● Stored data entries

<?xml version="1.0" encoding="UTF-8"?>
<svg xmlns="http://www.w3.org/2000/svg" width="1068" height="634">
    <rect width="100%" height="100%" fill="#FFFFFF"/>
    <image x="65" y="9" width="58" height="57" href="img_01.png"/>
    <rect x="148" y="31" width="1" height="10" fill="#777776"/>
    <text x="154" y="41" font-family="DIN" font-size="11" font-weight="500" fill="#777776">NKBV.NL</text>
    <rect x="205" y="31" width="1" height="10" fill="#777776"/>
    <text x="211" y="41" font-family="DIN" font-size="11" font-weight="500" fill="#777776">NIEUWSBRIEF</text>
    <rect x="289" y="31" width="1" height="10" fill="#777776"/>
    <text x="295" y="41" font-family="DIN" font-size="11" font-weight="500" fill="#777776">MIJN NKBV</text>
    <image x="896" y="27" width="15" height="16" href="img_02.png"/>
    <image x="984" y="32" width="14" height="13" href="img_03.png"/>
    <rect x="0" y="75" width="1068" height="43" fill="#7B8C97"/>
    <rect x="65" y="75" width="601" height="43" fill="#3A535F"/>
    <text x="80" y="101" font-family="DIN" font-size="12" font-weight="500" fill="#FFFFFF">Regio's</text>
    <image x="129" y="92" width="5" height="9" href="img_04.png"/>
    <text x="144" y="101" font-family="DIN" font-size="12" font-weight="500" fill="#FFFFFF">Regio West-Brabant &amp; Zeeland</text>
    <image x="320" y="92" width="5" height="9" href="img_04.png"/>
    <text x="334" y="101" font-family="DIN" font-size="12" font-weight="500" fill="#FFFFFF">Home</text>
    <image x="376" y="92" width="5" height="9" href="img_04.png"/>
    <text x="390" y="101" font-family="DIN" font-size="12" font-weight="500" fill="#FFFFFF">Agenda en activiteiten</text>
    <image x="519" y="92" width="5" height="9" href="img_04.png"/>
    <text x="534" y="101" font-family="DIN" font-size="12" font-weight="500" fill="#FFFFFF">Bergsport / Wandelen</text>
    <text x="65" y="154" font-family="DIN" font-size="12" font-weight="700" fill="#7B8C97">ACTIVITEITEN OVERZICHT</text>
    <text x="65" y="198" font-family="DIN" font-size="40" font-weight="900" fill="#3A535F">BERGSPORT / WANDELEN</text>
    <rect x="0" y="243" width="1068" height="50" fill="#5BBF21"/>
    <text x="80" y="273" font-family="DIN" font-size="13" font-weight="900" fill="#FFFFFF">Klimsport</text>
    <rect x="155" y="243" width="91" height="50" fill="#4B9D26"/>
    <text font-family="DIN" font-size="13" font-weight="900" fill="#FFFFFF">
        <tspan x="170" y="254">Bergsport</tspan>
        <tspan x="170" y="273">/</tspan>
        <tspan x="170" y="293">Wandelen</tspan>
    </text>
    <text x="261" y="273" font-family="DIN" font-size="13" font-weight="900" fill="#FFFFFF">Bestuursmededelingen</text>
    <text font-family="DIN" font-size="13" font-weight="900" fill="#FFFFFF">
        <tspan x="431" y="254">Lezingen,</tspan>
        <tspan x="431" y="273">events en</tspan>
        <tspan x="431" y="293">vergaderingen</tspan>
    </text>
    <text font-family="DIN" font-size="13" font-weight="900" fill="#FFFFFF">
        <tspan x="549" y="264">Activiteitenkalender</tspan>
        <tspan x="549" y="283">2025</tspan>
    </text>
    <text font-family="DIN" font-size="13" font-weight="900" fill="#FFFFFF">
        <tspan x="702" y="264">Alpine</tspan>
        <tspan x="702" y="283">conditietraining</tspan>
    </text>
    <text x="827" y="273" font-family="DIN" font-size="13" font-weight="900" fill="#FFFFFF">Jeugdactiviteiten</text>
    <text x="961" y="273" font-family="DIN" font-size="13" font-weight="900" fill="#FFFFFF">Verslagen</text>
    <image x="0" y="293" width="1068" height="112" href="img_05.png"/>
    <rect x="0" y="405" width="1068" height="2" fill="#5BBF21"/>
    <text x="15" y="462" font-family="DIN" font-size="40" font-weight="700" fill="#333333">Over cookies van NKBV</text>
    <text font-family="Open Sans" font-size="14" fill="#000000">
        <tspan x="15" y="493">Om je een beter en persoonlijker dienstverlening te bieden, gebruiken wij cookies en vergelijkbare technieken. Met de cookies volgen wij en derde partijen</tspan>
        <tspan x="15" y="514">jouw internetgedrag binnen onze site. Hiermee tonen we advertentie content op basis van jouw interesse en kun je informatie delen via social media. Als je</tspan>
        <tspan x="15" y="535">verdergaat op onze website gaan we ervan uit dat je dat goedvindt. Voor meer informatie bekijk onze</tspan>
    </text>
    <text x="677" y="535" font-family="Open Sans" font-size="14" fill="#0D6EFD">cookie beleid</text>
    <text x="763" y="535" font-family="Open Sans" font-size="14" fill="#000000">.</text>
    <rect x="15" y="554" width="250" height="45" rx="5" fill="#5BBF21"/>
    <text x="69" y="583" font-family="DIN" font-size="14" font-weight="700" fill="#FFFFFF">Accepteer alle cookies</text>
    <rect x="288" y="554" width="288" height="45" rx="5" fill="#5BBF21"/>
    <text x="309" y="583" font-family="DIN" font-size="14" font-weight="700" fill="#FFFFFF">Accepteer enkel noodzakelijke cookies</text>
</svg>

● EXERCISE PROMPT
Which of the lines above include the word "Open"? Copy each of them.

● PROBLEM SOLUTION
    <text font-family="Open Sans" font-size="14" fill="#000000">
    <text x="677" y="535" font-family="Open Sans" font-size="14" fill="#0D6EFD">cookie beleid</text>
    <text x="763" y="535" font-family="Open Sans" font-size="14" fill="#000000">.</text>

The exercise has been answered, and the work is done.